Storico rimarrà il trionfo nel ’79, quando il Bellini ospitò la prima italiana della ″Carmen″ di Bizet. Quella stessa opera che a Parigi non aveva avuto molto successo e che il San Carlo era stato cauto a riproporre, fu per il Bellini l’occasione di dimostrare la sua audacia e per fare apprezzare l’opera e riportarla nei teatri europei.
Fu un periodo prospero per questo teatro, che divenne sede privilegiata di spettacoli musicali di alto livello e soprattutto quella stabile dove si appoggiava la compagnia del grande Eduardo Scarpetta.
Tra i massimi autori e attori del teatro partenopeo di fine ‘800 e inizi ‘900, Scarpetta fu il fautore di un tipo di teatro “dialettale moderno”: le innovazioni introdotte non si limitavano alla composizione drammaturgica delle commedie, ma toccavano tutti gli aspetti dell’arte scenica, come i costumi e la stessa recitazione.
Al periodo di grande splendore, che gli valse la reputazione di teatro moderno aperto a tutte le maggiori espressioni artistiche, fece seguito un inesorabile declino, quello del dopoguerra.
Era il 1962 quando fu rappresentato l’ultimo spettacolo, ″Masaniello″ con Nino Taranto.
Nel generale decadimento di gusto e costume, il Bellini fu uno specchio fedele della realtà: diventò un sudicio cinema di film a luci rosse, che trasformarono quei palchi da nobili a squallide alcove. Rifugi privilegiati di coppiette in cerca di piacere furtivo e trasgressione.
Ma il Bellini era destinato a rinascere dalle sue stesse ceneri: fu Tato Russo a sottrarlo dalla sua prossima distruzione. Ne fece la sede del suo teatro e della sua compagnia.
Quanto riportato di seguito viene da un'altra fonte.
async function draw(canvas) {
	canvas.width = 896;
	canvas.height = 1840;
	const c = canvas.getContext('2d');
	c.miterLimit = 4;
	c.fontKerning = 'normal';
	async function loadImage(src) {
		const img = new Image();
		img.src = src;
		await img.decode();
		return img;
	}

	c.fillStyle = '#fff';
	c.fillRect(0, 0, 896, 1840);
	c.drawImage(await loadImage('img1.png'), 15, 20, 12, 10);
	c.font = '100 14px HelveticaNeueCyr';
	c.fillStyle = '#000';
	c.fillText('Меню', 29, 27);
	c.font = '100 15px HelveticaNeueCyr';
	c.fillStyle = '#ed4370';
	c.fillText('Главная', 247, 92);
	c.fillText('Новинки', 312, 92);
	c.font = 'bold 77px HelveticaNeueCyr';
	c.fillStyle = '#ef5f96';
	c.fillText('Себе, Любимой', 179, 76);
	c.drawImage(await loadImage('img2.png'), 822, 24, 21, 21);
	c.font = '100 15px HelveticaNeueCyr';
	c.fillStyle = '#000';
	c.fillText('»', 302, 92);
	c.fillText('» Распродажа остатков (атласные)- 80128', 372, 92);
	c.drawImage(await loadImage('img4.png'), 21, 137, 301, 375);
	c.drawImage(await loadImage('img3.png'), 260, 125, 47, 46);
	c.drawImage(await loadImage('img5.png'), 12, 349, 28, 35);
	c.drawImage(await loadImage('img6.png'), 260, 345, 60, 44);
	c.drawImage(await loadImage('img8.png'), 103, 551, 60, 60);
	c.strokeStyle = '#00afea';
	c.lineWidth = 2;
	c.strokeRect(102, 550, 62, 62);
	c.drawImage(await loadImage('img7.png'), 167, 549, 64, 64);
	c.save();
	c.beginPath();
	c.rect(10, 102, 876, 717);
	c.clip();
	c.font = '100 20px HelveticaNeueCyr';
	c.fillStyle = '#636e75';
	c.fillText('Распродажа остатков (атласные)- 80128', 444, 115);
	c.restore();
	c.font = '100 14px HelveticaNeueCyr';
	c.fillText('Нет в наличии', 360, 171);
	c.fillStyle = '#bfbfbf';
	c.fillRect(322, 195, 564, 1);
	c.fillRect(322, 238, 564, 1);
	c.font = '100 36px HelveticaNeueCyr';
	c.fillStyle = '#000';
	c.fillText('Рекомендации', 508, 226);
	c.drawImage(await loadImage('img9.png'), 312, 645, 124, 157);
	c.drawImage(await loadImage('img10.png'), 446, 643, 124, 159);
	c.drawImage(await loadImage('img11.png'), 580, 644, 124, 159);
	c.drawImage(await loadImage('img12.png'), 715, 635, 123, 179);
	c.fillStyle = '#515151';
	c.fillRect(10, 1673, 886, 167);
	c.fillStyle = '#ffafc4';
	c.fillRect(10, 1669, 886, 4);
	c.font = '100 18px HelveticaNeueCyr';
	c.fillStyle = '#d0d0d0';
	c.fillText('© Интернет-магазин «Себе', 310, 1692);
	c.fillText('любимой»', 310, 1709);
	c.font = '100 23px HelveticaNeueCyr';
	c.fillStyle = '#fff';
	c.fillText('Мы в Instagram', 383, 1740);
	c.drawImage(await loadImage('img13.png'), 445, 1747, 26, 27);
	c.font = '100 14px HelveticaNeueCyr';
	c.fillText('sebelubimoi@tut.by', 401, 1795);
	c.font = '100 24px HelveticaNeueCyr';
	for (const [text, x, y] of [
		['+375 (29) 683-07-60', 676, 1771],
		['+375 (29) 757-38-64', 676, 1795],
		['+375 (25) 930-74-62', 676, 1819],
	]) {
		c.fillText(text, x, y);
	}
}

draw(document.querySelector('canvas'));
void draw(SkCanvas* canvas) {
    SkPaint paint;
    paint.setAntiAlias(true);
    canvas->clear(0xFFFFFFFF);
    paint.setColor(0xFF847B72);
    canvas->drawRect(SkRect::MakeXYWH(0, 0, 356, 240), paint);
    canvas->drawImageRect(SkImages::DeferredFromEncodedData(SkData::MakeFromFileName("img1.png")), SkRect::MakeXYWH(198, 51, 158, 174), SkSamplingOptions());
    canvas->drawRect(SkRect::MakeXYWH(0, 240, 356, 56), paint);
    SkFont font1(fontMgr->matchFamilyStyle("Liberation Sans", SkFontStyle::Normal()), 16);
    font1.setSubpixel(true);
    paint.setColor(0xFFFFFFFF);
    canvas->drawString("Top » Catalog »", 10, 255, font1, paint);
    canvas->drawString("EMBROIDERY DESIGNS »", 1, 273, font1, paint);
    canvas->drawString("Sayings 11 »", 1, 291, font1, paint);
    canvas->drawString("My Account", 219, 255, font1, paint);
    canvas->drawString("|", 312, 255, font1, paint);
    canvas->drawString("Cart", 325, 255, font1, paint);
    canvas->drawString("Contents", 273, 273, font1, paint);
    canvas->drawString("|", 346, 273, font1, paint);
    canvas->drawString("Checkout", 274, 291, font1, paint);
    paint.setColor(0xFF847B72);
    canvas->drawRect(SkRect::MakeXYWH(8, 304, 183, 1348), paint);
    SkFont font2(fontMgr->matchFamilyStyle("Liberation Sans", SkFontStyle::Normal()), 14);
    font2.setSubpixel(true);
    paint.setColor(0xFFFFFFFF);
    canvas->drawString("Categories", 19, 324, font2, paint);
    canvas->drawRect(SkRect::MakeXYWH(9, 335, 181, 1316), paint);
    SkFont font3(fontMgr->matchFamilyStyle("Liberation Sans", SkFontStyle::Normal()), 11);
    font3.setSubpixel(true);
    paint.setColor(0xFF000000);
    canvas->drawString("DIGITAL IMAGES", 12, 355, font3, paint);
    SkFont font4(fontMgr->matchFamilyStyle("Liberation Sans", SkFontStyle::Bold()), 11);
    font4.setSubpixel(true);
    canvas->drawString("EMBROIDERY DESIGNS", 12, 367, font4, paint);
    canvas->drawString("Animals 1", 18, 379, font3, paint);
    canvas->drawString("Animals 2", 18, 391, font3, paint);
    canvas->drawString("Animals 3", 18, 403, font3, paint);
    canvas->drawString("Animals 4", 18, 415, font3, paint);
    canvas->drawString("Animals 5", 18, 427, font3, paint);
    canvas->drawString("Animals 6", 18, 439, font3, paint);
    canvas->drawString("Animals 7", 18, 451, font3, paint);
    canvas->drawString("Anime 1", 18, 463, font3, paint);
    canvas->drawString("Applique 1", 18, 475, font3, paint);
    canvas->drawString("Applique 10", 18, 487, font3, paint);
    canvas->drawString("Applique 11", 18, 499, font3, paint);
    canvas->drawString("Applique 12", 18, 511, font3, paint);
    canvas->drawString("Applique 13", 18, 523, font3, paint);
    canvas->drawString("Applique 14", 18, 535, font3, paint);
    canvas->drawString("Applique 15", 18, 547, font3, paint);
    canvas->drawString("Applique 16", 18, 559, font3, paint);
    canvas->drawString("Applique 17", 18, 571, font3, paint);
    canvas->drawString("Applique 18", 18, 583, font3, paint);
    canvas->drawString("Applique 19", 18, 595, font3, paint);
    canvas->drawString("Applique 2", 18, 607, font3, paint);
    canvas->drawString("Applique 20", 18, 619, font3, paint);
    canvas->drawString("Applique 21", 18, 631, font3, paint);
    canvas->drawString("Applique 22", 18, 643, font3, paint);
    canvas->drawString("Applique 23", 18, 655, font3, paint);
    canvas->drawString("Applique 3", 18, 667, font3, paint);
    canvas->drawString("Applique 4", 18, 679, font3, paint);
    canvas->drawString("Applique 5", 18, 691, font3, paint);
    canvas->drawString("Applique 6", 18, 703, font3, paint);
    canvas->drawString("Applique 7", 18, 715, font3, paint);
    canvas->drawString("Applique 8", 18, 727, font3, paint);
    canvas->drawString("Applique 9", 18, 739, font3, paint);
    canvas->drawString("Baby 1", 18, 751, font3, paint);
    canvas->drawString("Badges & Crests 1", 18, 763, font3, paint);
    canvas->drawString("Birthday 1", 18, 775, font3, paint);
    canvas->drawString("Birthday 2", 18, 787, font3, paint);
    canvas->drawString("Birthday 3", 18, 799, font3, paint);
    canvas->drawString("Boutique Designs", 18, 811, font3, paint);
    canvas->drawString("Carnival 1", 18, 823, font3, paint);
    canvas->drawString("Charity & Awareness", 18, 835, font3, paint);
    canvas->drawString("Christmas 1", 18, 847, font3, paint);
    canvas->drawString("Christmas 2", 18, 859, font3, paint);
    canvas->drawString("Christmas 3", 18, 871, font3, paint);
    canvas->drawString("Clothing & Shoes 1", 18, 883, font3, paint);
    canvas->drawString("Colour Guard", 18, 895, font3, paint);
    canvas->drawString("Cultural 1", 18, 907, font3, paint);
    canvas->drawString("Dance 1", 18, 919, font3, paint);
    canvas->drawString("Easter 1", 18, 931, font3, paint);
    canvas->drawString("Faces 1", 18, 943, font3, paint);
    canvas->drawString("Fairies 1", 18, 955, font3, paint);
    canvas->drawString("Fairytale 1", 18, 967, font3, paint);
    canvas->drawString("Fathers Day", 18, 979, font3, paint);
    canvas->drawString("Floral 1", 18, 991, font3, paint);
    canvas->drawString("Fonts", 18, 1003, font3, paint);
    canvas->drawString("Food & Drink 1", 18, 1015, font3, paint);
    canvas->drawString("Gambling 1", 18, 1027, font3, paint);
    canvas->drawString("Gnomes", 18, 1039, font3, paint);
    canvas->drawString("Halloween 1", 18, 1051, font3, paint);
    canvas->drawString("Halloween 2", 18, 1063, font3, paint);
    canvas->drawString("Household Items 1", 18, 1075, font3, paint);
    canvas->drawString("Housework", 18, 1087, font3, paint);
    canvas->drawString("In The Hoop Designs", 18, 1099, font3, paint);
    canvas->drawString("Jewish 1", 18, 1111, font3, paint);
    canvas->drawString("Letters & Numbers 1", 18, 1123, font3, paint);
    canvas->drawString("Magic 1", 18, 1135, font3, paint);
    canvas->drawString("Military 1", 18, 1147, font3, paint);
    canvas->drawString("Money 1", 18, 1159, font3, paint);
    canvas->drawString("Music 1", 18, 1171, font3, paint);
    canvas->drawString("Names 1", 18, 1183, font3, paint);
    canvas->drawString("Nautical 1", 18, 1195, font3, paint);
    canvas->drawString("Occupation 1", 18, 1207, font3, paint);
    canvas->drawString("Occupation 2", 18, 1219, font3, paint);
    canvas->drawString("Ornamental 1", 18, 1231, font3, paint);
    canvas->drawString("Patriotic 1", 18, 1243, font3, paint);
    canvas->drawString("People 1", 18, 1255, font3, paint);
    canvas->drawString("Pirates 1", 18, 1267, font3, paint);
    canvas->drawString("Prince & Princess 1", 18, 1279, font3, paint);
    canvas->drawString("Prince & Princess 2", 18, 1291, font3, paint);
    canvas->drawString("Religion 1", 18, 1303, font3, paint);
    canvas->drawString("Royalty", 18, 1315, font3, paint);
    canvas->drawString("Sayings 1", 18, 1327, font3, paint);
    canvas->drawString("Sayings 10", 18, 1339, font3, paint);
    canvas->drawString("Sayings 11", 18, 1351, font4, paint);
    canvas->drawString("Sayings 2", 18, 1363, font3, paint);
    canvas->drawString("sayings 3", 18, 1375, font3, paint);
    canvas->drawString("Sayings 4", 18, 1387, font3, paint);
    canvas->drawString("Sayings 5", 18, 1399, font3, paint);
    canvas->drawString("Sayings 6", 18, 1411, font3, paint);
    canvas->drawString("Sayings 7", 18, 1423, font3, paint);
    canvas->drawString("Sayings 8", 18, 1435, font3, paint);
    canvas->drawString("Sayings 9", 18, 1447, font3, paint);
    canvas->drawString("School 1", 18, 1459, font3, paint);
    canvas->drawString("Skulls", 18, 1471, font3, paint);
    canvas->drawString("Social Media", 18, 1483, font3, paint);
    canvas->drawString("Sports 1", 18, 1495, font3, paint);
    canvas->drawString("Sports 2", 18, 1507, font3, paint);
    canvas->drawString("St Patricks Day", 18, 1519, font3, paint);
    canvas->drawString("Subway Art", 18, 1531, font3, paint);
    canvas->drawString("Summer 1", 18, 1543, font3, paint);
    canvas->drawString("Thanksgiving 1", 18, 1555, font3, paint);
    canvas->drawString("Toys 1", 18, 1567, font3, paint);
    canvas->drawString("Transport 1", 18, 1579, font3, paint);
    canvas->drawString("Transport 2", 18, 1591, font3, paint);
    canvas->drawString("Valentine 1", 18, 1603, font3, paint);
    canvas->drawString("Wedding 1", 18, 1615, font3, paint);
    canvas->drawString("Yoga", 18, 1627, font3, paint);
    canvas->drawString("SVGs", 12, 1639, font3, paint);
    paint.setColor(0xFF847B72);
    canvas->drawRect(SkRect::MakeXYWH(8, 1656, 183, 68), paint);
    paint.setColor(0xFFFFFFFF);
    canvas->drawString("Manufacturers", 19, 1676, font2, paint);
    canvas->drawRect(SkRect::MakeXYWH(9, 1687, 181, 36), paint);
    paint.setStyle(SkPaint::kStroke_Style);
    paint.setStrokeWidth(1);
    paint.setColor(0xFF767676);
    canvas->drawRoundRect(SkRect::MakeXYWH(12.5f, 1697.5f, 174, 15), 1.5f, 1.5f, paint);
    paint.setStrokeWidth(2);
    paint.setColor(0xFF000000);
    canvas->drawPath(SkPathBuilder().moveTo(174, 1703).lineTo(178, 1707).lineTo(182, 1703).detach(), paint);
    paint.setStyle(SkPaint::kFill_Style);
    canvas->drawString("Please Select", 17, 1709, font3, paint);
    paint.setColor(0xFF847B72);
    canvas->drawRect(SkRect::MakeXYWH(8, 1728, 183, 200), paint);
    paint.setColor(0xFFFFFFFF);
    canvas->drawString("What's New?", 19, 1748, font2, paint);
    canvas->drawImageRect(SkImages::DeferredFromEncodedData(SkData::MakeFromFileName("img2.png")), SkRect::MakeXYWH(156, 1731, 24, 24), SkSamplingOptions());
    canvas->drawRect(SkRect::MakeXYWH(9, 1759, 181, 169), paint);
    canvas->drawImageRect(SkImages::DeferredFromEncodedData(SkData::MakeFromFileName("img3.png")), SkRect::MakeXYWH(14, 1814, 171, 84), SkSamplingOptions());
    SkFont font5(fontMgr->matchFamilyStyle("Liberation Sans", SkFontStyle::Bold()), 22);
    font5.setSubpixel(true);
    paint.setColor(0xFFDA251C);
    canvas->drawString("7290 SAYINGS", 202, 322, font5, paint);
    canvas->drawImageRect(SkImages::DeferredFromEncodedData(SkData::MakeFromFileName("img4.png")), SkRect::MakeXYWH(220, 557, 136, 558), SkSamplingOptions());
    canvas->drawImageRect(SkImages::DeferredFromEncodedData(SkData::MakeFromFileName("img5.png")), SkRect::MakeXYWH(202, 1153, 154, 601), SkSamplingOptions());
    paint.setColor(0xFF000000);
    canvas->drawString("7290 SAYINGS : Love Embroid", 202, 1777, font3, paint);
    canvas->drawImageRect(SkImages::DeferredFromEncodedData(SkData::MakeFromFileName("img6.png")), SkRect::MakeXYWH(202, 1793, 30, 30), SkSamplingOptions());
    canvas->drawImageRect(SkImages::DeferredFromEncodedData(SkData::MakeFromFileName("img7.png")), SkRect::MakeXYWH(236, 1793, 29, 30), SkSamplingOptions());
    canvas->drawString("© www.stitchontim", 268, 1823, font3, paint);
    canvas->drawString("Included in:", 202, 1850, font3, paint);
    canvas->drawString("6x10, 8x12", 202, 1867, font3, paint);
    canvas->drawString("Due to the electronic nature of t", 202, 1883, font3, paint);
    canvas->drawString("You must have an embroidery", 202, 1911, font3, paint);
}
Decise di rilevare la struttura e in poco più di un anno, superando non poche difficoltà, riportò l’edificio all’antico splendore. Con la messa in scena, nell’autunno del 1988, dell’″Opera da tra soldi″ il Bellini tornò a distinguersi come teatro.
Tato Russo ne fu il direttore artistico per ben 21 anni e sotto la sua direzione lo ha riportato all’antico riconoscimento culturale, producendo pioneristici allestimenti e spettacoli all’avanguardia.
Nel 2010 la gestione è passata ai figli dell’artista, che seguendo le orme paterne, ne hanno conservato la vocazione teatrale: il Bellini rimane il teatro camaleontico che sa coniugare la tradizione alle innovazioni dei tempi che passano.